British economists are now standing on the shore, looking at monthly statistics repetitively lap against their ankles, and going through a similar kind of mental anguish in trying to determine whether the economic tide of inflation is coming or going. Yesterday's figures, announcing a rise from 2.9 per cent to 3.3 per cent - and those on producer prices released on Monday - appear to have represented a minor surge. Strong evidence for asserting that inflation is on the up.
But inflation is a funny old thing, and, in fact, it is much harder to tell what is really happening than these figures would suggest. Here are three reasons. First, even if inflation is falling, the price of almost half of what we buy can still be rising by more than the rate of inflation. If eggs and apples are going up by less than the Retail Price Index, the fact that bread is going up faster does not provide any evidence that inflation is picking up. In a healthy economy, change is continually occurring: some things (like mobile phones and computers) are becoming relatively less scarce, and other things are becoming more so. It is natural that relative prices should change, that, for example, the number of loaves of bread you need to give up to buy a mobile phone will fall as mobile phone technology catches on.
It is a mistake to confuse relative price changes with inflation - a rise in the general price level. And that means we must always be very careful about putting too much weight on selective indicators, such as factory output prices, which represent only a small part of the economy.
A second difficulty in assessing inflation is that even in an economy where the medium-term trend is downwards, there can be sustained periods over which the annual inflation figures pick up. Indeed, in the Eighties, Britain went through exactly that experience. From 1981 to 1986, the economy grew at a rate faster than its historic norm, with the inflationary undercurrent clearly heading downwards. But there was a mini-inflation tide in the middle of that growth, as a devaluation of the pound pushed up the price of imports. We would have been quite wrong to tighten policy to respond to that devaluation - the economy was not overheating, was not operating at capacity, and was not inflationary. As soon as the effect of the devaluation passed through, inflation got back on its natural course and started falling again.

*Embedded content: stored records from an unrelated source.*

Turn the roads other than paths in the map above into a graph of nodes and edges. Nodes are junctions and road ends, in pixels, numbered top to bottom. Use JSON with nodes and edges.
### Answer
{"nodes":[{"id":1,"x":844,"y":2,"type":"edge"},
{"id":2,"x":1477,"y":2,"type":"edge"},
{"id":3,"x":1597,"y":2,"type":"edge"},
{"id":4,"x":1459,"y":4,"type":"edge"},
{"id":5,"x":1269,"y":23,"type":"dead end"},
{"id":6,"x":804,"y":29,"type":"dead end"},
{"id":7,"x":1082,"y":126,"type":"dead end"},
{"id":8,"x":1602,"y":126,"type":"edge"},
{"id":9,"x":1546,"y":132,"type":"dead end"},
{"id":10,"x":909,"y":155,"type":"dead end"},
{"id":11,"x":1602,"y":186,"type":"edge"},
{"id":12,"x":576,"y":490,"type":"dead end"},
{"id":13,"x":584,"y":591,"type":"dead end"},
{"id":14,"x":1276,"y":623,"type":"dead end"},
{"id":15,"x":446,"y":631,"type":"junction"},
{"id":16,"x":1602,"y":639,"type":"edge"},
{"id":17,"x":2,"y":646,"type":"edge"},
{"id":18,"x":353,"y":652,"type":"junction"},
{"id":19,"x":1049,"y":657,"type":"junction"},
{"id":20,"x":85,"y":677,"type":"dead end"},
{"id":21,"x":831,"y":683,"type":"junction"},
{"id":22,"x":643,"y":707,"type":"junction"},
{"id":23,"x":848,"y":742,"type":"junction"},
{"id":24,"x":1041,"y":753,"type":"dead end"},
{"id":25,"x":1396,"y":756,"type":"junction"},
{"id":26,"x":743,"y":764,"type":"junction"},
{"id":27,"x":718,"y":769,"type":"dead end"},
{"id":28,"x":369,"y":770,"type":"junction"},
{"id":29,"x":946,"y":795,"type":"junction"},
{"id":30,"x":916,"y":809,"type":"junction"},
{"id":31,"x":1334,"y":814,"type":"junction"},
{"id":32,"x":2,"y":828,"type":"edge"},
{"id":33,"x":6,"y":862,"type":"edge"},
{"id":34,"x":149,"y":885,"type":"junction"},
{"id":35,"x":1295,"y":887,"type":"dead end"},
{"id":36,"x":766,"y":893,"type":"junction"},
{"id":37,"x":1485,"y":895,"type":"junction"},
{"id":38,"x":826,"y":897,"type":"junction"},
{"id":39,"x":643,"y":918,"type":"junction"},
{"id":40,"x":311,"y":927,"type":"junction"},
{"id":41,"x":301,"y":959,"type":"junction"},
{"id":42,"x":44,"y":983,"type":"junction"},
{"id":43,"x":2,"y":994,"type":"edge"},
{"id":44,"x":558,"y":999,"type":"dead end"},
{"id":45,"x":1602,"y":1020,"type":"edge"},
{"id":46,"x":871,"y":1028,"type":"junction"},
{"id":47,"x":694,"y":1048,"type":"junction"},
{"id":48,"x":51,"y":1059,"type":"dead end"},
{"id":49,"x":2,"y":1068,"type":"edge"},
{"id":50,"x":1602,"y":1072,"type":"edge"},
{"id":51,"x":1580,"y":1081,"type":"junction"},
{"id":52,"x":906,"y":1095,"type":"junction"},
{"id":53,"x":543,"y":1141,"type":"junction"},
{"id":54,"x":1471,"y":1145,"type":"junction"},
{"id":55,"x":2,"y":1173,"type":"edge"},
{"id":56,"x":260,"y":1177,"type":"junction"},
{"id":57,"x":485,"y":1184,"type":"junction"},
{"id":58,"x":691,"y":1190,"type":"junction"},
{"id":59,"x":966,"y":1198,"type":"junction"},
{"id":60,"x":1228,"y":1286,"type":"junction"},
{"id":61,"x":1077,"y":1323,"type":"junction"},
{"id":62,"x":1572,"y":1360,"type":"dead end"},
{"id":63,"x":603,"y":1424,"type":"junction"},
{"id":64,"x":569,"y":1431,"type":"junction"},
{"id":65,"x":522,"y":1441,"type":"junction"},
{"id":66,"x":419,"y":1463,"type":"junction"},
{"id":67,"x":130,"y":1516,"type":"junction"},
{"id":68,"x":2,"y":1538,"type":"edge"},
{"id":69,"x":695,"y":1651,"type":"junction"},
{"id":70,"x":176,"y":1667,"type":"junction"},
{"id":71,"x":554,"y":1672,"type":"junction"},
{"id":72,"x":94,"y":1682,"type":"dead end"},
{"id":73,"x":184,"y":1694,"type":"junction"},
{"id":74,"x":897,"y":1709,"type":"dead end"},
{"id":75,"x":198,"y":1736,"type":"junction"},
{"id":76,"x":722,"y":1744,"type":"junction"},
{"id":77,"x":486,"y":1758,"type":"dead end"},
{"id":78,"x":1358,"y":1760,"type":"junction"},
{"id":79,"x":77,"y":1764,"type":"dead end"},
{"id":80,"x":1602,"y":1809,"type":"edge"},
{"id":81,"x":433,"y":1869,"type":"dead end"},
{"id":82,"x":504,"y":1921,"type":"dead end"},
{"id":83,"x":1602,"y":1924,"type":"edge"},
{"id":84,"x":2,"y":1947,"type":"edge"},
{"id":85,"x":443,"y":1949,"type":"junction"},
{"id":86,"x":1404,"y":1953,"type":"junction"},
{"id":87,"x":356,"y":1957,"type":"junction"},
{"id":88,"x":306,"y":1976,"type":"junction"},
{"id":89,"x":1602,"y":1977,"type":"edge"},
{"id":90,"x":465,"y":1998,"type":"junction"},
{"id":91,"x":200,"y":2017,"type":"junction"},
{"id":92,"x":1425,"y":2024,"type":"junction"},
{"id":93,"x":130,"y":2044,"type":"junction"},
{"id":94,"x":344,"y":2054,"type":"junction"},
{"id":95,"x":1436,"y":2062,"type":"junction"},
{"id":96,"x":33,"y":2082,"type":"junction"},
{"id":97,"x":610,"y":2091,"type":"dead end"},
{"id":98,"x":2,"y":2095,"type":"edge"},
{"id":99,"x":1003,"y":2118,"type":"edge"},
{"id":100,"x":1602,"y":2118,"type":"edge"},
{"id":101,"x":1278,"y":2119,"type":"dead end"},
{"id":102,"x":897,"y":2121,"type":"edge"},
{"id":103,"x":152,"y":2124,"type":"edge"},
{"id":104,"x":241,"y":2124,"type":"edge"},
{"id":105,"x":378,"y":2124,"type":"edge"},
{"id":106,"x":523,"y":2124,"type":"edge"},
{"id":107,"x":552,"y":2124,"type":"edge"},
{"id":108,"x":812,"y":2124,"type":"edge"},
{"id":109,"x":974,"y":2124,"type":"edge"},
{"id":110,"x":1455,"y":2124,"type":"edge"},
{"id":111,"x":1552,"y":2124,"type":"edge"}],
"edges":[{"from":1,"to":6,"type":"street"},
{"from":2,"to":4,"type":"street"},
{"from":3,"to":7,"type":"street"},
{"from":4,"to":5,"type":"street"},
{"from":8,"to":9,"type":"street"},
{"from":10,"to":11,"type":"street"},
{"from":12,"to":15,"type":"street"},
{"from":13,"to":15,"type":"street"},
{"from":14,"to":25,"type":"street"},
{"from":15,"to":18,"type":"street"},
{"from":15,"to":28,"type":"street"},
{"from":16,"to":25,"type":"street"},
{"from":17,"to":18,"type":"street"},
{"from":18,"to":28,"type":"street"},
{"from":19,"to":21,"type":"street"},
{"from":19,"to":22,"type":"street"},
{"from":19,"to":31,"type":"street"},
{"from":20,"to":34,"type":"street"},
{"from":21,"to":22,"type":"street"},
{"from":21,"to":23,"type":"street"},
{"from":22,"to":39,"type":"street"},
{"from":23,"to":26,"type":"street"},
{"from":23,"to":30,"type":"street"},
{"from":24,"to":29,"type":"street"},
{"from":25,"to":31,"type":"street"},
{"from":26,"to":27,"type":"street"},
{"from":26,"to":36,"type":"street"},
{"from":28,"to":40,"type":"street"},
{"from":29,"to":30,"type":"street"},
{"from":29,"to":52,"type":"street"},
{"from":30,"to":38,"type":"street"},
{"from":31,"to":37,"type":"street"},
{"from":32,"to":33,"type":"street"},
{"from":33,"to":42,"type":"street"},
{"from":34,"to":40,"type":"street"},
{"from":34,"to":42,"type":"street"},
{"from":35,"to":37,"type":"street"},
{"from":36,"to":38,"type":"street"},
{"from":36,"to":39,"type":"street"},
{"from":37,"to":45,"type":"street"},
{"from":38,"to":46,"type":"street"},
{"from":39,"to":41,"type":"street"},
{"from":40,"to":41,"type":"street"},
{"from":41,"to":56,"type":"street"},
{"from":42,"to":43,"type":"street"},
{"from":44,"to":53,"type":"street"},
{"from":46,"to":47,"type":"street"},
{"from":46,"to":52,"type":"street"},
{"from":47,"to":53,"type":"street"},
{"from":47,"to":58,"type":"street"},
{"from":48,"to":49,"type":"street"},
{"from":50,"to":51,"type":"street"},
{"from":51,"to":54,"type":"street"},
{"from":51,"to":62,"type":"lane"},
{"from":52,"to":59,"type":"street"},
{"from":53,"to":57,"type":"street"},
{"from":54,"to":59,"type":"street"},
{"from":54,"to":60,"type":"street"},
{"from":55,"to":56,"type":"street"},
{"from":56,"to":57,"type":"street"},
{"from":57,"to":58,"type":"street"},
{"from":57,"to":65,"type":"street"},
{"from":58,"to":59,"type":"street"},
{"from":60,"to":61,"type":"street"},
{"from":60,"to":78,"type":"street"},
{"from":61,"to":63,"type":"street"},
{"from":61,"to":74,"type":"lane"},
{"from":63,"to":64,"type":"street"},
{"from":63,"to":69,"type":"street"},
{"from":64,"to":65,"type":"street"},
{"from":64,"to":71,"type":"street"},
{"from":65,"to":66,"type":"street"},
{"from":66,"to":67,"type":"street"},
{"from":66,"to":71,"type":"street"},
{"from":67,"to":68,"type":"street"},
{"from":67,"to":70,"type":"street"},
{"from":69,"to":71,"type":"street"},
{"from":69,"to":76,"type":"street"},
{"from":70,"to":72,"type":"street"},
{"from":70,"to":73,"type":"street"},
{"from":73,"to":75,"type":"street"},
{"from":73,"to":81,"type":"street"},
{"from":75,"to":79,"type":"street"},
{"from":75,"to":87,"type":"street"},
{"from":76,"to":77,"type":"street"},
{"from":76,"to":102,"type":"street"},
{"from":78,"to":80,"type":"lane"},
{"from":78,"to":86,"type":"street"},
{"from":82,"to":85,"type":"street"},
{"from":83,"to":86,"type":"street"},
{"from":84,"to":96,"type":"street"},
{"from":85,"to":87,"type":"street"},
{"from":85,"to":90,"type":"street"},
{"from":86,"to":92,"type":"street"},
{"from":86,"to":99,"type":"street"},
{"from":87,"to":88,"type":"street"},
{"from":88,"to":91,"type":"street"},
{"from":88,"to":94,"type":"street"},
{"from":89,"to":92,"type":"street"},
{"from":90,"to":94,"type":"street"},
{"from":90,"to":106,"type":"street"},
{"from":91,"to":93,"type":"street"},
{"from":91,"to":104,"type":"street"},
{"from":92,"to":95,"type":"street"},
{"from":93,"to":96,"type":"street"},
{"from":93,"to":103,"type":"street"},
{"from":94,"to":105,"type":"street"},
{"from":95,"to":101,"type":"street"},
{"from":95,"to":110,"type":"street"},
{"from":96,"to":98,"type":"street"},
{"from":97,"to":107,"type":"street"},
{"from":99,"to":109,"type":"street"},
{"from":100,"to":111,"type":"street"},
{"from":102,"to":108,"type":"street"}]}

The third problem is in stripping out one-off factors that raise prices but aren't really the inflation we worry about. Tax increases and mortgage interest rate changes, for example, raise the cost of living and, it could be argued, need to be taken into account when indexing wages or social security benefits. But let us be clear: tax increases and mortgage rate increases are not inflation. They do not represent a decrease in the value of money, and it is that which we should really be concerned about.
So where do these statistical shenanigans leave us with regard to Britain today? The inflation figures do appear to have markedly deteriorated in the last few months. Even stripping out the effect of tax rises, mortgage interest rate changes, seasonal fluctuations; even looking at a wide selection of commodities (using the Bank of England's sophisticated variants of the inflation index), it is clear that the rate of inflation more than doubled in the last part of last year. That gives some support to the Bank of England's view - made in the Inflation Report last week - that "most measures suggest inflation has now passed its trough".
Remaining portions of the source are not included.